Aim of the task :: Check each line of the material below for the word "Riccoboni". State how many lines have it, and nothing more.

Data shown ::
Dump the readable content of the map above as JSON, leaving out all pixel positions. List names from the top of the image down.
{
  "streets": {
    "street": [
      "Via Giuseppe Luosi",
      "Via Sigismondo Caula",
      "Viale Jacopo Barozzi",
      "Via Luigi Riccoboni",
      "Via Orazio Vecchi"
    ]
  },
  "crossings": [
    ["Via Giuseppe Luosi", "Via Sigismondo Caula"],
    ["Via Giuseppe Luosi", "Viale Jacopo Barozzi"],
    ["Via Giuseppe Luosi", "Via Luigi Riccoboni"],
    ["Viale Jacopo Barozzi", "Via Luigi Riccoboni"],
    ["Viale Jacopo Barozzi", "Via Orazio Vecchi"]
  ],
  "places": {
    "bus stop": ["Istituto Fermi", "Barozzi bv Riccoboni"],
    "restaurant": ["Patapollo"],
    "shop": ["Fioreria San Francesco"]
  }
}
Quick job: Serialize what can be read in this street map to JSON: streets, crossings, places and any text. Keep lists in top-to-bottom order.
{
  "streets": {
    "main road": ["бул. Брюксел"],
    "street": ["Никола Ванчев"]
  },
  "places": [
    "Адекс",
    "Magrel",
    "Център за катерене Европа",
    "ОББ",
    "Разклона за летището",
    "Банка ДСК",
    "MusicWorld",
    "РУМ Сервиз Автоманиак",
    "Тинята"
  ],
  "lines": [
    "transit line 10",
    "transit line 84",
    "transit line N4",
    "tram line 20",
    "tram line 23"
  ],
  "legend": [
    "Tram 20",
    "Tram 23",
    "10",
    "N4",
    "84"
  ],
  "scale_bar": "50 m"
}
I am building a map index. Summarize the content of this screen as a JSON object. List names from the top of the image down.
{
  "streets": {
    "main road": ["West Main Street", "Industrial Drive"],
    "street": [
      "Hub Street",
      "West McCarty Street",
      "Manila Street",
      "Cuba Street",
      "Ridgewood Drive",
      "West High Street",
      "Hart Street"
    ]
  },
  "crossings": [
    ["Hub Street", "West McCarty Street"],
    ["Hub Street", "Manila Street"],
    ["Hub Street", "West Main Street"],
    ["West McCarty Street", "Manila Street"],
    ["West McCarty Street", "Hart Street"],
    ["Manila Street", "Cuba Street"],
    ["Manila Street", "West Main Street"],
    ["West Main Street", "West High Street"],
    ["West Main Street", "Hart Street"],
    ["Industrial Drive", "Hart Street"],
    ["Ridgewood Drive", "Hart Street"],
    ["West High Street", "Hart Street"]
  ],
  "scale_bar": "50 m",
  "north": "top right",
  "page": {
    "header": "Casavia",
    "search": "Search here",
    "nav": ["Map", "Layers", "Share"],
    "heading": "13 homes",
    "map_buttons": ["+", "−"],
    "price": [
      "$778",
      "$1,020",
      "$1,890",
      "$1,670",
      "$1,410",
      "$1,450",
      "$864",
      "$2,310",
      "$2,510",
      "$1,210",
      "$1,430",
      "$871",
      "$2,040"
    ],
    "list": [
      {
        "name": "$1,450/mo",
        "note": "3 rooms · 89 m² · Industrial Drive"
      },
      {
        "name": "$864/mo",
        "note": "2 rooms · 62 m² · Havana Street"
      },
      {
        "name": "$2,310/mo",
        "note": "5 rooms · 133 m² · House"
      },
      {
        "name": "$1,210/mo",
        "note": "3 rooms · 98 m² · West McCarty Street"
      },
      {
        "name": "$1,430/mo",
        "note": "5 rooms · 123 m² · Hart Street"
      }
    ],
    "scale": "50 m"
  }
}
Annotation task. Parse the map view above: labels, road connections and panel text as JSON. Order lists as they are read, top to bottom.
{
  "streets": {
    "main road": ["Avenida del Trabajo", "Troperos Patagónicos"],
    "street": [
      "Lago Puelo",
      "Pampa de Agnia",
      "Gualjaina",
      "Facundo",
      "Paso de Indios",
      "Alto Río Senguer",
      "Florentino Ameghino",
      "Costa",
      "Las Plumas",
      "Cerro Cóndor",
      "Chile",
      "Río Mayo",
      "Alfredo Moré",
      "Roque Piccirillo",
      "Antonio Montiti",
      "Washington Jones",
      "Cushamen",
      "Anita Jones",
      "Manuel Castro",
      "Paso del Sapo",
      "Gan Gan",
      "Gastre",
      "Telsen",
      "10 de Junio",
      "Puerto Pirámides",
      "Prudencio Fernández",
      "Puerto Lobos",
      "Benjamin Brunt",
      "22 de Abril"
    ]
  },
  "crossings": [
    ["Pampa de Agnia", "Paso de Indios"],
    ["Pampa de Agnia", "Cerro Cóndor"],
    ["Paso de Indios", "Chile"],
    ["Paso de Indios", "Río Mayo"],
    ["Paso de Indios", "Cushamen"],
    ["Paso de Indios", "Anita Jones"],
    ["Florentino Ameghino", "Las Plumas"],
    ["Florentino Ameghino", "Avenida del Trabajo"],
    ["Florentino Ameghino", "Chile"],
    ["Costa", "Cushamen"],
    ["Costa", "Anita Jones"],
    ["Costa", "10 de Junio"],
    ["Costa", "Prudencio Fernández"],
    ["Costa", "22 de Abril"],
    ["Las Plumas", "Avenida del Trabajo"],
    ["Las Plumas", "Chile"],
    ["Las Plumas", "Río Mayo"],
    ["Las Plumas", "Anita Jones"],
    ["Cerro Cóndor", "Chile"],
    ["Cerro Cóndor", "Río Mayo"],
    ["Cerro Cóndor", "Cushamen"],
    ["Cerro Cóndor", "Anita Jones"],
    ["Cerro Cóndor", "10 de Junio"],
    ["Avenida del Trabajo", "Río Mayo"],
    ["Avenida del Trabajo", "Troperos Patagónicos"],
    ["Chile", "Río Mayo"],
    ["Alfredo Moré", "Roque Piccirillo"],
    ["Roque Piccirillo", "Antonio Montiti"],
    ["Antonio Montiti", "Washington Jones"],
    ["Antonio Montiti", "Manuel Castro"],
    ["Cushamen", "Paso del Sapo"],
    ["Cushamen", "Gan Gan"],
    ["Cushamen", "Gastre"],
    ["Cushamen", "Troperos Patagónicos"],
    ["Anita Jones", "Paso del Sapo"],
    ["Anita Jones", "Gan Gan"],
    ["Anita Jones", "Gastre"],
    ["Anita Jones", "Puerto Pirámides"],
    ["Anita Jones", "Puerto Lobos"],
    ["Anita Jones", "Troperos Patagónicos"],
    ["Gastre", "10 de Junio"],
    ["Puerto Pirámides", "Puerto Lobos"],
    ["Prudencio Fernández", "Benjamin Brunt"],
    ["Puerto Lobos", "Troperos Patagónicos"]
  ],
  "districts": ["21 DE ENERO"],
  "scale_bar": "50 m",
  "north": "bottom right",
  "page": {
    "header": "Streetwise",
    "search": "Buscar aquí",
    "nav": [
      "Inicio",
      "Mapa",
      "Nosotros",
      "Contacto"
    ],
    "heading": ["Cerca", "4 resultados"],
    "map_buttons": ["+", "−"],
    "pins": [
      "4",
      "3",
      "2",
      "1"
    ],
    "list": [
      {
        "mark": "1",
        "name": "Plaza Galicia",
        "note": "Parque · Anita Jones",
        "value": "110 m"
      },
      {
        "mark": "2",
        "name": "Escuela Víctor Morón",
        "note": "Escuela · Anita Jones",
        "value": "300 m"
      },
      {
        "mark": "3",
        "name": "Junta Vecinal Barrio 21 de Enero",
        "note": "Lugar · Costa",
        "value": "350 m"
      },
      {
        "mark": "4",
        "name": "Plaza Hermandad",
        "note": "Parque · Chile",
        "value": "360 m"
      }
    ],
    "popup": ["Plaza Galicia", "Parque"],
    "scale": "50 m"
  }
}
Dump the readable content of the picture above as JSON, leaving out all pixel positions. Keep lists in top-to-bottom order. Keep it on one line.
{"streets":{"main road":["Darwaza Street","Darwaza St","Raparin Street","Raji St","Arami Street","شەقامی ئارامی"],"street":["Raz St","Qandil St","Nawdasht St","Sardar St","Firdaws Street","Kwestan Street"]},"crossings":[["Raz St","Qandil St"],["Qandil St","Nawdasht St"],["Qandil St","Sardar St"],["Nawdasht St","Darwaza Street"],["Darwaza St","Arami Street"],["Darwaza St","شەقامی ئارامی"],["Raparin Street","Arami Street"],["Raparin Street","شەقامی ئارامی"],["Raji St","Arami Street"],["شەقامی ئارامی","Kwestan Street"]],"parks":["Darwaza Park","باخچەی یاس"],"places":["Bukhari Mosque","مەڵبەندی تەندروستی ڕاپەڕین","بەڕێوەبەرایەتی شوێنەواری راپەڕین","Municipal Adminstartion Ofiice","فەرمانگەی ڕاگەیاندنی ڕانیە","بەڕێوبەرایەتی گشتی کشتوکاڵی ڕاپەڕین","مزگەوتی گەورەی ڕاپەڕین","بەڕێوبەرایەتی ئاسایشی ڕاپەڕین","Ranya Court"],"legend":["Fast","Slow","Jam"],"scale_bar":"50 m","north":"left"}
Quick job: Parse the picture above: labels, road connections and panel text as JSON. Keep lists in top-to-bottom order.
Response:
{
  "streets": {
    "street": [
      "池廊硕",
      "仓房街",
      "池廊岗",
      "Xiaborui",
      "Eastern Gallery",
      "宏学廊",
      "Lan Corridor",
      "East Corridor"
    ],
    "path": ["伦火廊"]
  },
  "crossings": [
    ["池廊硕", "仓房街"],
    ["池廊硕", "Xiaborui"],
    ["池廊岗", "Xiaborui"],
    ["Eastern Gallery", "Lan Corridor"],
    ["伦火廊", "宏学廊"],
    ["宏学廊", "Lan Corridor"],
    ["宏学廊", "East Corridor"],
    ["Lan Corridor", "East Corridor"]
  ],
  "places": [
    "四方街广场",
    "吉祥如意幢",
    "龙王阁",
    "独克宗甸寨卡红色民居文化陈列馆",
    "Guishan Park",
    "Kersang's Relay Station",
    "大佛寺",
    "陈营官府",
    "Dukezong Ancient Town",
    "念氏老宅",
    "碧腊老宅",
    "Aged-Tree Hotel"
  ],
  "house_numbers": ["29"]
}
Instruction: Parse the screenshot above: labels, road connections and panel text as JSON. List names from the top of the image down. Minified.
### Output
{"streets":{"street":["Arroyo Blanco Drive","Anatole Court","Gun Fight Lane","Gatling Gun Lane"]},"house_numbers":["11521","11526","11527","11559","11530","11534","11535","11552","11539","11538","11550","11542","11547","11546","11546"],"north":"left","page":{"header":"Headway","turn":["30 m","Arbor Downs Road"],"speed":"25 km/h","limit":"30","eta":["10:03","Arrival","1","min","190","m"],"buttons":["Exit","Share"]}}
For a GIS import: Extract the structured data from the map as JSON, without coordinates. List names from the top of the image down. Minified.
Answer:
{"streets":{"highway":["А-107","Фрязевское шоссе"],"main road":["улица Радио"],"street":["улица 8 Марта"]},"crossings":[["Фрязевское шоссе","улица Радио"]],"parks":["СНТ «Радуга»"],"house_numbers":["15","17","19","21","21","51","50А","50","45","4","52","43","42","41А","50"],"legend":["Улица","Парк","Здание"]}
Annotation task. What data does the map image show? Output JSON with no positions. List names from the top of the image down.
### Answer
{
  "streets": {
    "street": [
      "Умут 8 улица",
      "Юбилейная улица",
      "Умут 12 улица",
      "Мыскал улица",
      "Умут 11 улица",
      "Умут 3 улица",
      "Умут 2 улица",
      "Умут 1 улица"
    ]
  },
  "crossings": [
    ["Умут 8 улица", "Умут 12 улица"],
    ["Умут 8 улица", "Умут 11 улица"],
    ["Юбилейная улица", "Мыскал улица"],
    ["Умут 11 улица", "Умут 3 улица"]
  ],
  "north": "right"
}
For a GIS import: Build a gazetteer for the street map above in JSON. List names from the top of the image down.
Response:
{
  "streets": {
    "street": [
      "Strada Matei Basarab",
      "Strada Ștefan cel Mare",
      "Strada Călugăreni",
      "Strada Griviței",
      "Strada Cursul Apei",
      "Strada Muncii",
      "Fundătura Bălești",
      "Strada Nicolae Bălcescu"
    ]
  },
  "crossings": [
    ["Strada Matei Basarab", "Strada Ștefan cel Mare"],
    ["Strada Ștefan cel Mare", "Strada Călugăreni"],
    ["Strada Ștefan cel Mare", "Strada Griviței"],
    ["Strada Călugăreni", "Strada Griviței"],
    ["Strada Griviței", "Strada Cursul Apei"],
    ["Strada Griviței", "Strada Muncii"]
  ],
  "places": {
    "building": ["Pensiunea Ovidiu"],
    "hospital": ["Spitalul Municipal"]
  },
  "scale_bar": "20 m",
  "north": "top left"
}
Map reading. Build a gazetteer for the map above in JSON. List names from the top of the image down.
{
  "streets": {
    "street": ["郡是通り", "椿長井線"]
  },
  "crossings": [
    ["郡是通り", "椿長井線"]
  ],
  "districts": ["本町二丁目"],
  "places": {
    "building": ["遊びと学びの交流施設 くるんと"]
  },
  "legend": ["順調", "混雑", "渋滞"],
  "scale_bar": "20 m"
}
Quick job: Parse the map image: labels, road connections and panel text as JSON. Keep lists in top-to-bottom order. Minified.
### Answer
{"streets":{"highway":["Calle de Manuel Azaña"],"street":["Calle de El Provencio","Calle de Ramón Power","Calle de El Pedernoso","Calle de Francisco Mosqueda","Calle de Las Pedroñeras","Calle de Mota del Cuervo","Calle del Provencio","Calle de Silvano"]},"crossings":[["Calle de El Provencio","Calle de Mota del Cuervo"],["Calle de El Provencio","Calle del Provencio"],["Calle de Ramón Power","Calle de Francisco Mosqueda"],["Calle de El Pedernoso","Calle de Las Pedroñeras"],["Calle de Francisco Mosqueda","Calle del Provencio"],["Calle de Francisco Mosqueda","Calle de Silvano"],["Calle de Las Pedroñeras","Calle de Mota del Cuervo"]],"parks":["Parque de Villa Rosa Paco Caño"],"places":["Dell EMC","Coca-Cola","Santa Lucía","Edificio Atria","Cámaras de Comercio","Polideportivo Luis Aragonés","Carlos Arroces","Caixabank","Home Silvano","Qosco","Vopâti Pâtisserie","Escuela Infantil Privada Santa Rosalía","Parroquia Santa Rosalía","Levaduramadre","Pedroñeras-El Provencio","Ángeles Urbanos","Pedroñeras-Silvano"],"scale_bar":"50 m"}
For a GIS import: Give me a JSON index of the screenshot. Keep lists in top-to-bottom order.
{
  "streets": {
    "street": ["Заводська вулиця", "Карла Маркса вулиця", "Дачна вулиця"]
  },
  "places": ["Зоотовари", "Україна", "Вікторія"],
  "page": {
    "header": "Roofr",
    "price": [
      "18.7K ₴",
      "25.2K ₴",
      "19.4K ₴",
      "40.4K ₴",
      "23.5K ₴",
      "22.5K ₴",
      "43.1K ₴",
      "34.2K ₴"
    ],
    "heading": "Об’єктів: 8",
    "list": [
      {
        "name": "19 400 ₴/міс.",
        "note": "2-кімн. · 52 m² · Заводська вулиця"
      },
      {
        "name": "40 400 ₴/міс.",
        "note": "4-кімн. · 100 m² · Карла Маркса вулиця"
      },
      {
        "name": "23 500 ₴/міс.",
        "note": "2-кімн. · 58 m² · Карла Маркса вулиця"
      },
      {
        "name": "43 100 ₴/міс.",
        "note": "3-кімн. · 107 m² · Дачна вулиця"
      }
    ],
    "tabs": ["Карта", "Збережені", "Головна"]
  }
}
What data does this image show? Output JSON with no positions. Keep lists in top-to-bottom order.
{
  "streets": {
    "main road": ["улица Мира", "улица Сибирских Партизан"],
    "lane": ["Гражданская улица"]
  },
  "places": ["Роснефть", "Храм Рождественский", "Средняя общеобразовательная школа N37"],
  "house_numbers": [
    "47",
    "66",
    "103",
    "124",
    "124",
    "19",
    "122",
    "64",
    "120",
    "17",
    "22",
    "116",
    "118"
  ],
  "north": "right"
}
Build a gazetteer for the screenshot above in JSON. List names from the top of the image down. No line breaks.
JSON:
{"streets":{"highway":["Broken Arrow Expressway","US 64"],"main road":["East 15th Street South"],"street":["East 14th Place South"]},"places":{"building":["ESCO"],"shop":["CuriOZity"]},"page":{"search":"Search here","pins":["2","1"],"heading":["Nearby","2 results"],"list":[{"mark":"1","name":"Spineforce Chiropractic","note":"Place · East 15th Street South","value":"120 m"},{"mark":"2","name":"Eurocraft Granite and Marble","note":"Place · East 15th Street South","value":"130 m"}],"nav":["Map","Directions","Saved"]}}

Solution to the problem :: 4